Slowly another story began to emerge in which the Empress Catherine, with whom Augusta of Brunswick had been a favourite, had persuaded the Princess to stay in Russia when her husband left with their children, against his wishes. Catherine had tired of her protégeé, in this story, and banished her to the castle of Lohde, where Augusta duly died. It was a shocking story, to be sure, but one in which the Hereditary Prince seemed to show no worse than anyone else involved. This story emanated from the Russian Court, where the Hereditary Prince's sister, wife of Catherine's son Paul, was now empress, and keen to promote her brother's cause.

The Prince of Wales's own marital situation did not improve, not even when his wife gave birth to a healthy girl on 7 January 1796, who was named Charlotte Augusta – good Hanoverian names. Princess Mary wrote from Windsor on the 9th, ‘I am almost distracted with joy at the birth of my little niece. I am sorry for my brother and sister [-in-law]'s sake that it was not a boy as I believe they both wished it, but I am sure in a very short time my brother will be as much pleased that it is a girl.' She went on: ‘Papa is so delighted it is a daughter. As you know, he loves little girls best. He was, I am sure, more kind than I can ever express to us in a speech he made to Lord Jersey, which was: “If the Prince of Wales is blessed with such a daughter as mine are to me, he will be a
happy
man indeed.” … I may say in return that, if my brother is as good a father to my niece as the King has always been to us, she will be a very happy little girl.'

But the Prince was truly het up.
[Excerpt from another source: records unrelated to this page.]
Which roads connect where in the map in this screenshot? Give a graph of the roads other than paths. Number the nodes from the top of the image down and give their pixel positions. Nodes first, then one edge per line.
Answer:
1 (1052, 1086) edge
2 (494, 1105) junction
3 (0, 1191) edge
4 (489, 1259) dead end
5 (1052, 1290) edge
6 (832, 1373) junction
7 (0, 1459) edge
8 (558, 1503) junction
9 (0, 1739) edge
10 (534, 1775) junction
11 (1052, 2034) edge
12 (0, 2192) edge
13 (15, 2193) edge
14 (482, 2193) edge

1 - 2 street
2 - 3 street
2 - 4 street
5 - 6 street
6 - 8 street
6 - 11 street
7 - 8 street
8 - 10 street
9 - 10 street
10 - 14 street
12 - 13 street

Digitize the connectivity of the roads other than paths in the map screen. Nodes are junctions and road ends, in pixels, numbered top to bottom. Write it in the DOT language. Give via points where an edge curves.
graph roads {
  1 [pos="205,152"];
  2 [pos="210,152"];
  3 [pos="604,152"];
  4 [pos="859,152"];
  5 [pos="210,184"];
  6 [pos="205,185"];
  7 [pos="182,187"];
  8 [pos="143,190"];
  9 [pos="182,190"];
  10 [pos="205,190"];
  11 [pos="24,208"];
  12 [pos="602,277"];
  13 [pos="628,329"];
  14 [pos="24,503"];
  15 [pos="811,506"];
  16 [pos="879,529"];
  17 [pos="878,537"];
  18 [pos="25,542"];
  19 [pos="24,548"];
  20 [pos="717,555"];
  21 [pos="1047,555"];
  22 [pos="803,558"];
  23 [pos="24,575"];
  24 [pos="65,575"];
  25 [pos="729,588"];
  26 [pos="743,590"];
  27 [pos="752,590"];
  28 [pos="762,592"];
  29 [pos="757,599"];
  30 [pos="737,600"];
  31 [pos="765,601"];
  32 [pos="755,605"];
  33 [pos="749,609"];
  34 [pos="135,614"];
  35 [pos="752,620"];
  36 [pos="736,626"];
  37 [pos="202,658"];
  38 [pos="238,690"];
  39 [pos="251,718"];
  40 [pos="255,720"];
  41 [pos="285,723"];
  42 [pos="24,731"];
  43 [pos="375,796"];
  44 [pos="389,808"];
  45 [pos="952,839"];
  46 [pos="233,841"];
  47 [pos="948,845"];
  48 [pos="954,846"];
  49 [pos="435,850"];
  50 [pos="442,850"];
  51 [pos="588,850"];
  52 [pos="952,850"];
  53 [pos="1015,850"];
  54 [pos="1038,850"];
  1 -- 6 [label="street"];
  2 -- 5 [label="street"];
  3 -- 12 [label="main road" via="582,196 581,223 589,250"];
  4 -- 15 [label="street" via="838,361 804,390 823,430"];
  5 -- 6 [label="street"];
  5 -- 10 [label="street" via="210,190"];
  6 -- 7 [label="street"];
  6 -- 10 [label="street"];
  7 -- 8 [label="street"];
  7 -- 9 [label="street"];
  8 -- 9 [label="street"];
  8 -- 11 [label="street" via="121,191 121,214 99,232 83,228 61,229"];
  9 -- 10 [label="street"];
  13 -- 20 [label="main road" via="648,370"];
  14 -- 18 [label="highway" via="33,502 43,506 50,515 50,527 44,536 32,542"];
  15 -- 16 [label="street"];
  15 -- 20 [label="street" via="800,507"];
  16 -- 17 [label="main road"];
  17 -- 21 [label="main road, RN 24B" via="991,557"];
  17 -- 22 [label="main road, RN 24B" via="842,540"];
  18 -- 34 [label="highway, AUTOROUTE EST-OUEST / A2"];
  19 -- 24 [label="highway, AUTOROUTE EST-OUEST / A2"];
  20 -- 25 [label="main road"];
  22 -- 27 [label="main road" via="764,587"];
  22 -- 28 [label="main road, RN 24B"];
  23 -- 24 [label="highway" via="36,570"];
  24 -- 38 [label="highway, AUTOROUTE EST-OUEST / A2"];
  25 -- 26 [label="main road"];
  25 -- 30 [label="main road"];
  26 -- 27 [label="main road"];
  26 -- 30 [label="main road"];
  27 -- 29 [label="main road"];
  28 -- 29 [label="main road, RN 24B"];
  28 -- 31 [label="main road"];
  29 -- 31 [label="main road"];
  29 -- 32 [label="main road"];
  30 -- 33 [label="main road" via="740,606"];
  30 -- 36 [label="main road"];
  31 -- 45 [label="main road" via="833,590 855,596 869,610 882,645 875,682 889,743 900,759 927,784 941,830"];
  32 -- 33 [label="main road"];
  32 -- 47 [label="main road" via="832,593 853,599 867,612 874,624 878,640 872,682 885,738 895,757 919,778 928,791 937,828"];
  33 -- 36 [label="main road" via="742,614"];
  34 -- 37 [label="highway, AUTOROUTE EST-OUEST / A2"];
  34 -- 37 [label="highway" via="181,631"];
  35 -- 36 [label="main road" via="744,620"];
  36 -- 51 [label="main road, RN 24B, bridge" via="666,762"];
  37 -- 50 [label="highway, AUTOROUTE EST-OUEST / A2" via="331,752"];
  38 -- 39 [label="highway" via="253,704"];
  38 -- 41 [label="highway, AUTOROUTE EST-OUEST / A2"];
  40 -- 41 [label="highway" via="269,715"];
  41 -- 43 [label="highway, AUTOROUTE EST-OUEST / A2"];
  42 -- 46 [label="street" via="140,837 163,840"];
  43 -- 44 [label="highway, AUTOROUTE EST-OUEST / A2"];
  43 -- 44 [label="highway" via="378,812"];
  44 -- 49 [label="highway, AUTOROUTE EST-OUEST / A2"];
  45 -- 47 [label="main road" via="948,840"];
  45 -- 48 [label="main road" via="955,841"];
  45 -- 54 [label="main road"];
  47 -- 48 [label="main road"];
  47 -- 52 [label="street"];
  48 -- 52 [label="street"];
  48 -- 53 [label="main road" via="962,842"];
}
He wrote a will the night that Charlotte Augusta was born, condemning her mother on every count and leaving
the few groats he believed he possessed to ‘my Maria [Fitzherbert], my wife, the wife of my heart
and soul.'
This testamentary bequest occupied twenty-six pages.

The Queen, so practised in the business of childbirth, had sent cradles to Carlton House and had appointed rockers and nurses, dry and wet. Lady Elgin became governess to the baby destined for a majestic calling. From the first, it was pretty much established that Princess Charlotte of Wales was to be the one and only child of the Prince's marriage to Princess Caroline – and hence heir to the throne following her father.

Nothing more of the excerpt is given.